A autocompaixão é fundamental para lidarmos com a culpa materna, segundo a pesquisadora, e ela pode entendida por meio de três elementos:
1) Mindfulness: visão realista sobre as dificuldades em vez de superidentificação ou negação;
2) Humanidade comum: é o entendimento que erros e imperfeições são comuns a todos os seres humanos, ou seja, erros não indicam inferioridade mas igualdade;
3) Auto-bondade: envolve acalmar e cuidar de si mesmo durante uma dificuldade, é sobre ter um diálogo interno mais gentil e solidário em vez de punitivo e crítico.
“A autocompaixão é a capacidade de fornecer suporte emocional a si mesmo, enfrentando desafios e adversidades com maior perspectiva e com a compreensão de que as dificuldades são comuns a todas as pessoas”, relata a pesquisadora brasileira. Outro ponto discutido no trabalho foi o fato de que mães autocompassivas se sentem mais competentes na função parental, isso porque não encaram as dificuldades da maternidade como uma indicação de incompetência.
Também foi apresentado à discussão o tópico de que filhos de mães autocompassivas se sentem mais ligados afetivamente às progenitoras, reportando mais confiança e comunicação mais aberta e amorosa entre os dois. Ao abrir mão da ideia de ser tornar uma mãe perfeita, as mulheres conseguem aceitar que os filhos também têm defeitos. Deixando de premiar a criança apenas quando ela acerta e ensinando a não se culpar ou se diminuir quando ela erra.

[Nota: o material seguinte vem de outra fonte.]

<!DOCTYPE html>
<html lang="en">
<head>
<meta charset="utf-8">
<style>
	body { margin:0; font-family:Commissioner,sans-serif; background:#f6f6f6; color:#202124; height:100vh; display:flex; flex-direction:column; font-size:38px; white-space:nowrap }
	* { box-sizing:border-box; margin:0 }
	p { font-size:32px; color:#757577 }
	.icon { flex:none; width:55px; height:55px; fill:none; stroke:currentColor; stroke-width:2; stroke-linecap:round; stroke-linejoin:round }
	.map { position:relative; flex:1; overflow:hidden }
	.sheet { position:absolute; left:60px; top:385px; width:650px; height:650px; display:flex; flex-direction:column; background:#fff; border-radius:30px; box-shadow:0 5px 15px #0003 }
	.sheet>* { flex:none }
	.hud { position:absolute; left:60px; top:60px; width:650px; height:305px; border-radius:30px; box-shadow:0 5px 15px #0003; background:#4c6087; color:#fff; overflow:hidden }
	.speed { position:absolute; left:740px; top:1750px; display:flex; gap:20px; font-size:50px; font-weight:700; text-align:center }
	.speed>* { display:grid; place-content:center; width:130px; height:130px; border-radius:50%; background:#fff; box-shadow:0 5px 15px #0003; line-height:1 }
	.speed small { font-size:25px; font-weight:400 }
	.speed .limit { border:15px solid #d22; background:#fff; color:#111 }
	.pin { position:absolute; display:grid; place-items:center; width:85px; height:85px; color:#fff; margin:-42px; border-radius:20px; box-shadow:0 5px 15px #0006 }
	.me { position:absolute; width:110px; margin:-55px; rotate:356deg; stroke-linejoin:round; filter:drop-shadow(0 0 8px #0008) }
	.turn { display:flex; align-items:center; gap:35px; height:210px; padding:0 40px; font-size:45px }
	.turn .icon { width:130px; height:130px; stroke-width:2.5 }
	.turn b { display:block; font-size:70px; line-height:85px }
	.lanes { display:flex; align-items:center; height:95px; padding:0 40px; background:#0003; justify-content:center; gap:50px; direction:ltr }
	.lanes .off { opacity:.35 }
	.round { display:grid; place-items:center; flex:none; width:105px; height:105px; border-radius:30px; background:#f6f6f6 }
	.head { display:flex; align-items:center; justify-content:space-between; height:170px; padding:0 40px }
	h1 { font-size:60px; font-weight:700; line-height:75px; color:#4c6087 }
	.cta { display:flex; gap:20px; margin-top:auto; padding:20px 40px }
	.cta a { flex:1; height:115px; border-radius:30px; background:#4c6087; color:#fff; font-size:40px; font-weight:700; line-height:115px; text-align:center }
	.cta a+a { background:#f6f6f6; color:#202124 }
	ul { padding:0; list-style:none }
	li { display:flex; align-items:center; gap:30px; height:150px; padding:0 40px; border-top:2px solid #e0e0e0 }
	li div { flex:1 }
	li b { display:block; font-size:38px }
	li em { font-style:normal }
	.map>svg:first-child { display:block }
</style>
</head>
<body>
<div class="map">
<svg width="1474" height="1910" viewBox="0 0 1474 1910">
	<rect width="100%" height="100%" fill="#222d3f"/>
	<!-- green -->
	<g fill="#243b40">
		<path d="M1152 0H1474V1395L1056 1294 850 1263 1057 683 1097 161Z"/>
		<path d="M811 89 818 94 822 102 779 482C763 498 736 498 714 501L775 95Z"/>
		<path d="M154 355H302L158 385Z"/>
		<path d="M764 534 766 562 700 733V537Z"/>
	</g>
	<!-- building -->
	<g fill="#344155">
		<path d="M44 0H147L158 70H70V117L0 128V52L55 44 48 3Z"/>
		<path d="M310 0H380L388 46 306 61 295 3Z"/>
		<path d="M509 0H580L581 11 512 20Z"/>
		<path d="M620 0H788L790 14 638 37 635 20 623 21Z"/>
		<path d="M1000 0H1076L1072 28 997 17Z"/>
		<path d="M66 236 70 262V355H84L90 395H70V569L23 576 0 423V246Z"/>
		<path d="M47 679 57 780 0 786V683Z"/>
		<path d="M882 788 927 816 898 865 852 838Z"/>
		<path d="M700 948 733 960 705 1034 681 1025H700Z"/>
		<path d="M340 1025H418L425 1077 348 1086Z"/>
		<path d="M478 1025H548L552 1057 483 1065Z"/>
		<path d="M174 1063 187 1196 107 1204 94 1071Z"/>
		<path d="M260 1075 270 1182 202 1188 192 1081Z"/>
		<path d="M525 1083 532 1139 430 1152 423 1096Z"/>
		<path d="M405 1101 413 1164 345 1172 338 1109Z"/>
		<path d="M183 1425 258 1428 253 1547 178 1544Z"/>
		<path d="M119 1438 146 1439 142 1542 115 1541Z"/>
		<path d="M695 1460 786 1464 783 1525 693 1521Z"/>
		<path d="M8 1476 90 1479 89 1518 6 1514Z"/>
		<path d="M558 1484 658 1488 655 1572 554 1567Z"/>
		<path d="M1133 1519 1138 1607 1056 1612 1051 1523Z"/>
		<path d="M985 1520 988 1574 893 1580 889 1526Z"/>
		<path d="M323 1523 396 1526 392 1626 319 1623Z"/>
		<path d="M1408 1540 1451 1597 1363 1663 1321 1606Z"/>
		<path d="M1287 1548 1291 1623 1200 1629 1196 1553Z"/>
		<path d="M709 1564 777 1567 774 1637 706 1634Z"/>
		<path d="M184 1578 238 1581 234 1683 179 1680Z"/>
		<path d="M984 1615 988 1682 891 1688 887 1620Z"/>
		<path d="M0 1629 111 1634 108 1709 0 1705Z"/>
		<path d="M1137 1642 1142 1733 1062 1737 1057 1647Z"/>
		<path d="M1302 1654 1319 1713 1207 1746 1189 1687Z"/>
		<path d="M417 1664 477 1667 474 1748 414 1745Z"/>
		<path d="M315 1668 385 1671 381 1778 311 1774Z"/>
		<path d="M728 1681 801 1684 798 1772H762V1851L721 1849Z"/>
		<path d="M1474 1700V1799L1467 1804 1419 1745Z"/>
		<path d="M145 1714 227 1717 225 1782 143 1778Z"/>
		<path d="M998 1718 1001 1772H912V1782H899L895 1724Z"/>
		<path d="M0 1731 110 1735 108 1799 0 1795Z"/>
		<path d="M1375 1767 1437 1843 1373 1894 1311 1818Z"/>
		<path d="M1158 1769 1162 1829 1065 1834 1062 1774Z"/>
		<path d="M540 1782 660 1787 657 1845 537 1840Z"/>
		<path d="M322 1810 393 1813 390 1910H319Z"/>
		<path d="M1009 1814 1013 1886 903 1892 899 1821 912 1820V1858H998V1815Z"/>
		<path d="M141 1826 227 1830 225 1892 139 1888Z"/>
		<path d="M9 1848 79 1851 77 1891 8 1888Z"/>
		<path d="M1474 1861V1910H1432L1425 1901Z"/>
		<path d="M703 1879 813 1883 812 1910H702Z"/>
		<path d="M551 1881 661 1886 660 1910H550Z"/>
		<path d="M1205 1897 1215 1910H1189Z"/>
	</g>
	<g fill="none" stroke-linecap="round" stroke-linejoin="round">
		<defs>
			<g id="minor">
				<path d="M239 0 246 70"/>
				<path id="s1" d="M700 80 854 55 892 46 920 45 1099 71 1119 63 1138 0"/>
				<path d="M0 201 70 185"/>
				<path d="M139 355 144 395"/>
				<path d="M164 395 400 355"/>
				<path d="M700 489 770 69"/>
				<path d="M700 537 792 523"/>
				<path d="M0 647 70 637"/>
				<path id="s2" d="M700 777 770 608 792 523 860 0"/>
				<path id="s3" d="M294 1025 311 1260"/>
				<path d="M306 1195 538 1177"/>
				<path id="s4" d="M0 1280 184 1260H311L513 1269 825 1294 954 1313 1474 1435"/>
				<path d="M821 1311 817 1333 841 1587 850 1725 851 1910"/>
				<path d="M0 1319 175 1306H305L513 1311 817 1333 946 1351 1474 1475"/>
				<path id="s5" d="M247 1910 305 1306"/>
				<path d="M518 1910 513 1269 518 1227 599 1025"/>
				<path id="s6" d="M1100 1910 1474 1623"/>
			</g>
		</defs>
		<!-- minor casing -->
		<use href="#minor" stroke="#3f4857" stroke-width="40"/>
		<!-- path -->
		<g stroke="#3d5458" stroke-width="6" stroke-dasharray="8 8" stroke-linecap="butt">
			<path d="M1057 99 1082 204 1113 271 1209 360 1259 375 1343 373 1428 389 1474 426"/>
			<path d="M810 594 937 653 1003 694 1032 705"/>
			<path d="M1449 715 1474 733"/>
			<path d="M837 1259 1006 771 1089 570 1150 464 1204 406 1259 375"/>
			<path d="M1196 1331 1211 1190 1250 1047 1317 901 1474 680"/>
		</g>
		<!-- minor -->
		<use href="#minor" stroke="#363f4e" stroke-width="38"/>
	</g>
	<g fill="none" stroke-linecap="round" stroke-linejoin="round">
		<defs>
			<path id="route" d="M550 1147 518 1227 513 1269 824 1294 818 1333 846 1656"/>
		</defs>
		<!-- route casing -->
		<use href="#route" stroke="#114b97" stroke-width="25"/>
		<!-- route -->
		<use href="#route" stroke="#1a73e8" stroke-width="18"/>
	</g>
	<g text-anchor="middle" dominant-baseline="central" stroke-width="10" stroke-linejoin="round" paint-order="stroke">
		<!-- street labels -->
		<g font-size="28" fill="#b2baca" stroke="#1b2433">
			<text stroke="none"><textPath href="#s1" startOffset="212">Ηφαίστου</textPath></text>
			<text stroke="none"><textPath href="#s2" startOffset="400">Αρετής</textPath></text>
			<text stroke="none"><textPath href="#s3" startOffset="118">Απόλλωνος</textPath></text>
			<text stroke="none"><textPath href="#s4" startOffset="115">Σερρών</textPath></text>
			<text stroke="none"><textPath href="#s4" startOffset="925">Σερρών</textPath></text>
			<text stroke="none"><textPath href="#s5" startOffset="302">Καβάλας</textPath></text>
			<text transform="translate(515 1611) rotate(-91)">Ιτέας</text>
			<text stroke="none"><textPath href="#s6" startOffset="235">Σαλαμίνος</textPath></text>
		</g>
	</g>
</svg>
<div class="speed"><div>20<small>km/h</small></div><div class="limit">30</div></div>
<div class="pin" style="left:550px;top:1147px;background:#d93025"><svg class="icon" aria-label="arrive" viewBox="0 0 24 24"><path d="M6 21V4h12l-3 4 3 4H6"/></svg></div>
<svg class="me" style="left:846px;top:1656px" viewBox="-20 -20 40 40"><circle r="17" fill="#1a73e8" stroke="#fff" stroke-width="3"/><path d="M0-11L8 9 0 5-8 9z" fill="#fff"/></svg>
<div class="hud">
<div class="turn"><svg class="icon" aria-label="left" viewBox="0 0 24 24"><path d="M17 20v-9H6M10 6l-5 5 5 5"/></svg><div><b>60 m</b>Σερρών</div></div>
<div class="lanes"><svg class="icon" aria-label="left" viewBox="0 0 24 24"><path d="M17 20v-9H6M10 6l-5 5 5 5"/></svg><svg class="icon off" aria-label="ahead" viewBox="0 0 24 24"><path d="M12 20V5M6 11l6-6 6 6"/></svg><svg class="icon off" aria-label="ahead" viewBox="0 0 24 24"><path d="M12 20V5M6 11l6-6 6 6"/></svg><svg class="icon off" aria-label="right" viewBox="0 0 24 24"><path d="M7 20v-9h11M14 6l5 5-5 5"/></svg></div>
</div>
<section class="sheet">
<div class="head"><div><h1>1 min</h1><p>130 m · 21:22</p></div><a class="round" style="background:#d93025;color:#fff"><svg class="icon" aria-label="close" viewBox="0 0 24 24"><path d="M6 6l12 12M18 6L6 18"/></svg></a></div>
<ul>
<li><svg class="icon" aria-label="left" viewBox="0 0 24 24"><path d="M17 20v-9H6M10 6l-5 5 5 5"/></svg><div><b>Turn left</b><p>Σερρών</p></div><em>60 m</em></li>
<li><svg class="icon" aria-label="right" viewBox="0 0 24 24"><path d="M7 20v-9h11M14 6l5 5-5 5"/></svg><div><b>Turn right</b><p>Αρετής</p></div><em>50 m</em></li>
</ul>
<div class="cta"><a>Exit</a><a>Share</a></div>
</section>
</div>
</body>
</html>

Sendo que, quando a criança se sente aceita por quem ela é, não precisa achar que para receber amor tem que mudar, desenvolvendo um autoconceito mais positivo e maior autocompaixão.
Adriana elenca os benefícios que a autocompassividade pode oferecer para os adolescentes: ser menos vulnerável à avaliação do outro, sofrer menos com a comparação social, ter um relacionamento saudável com o próprio corpo, ter melhor desempenho acadêmico e ter menos problemas emocionais.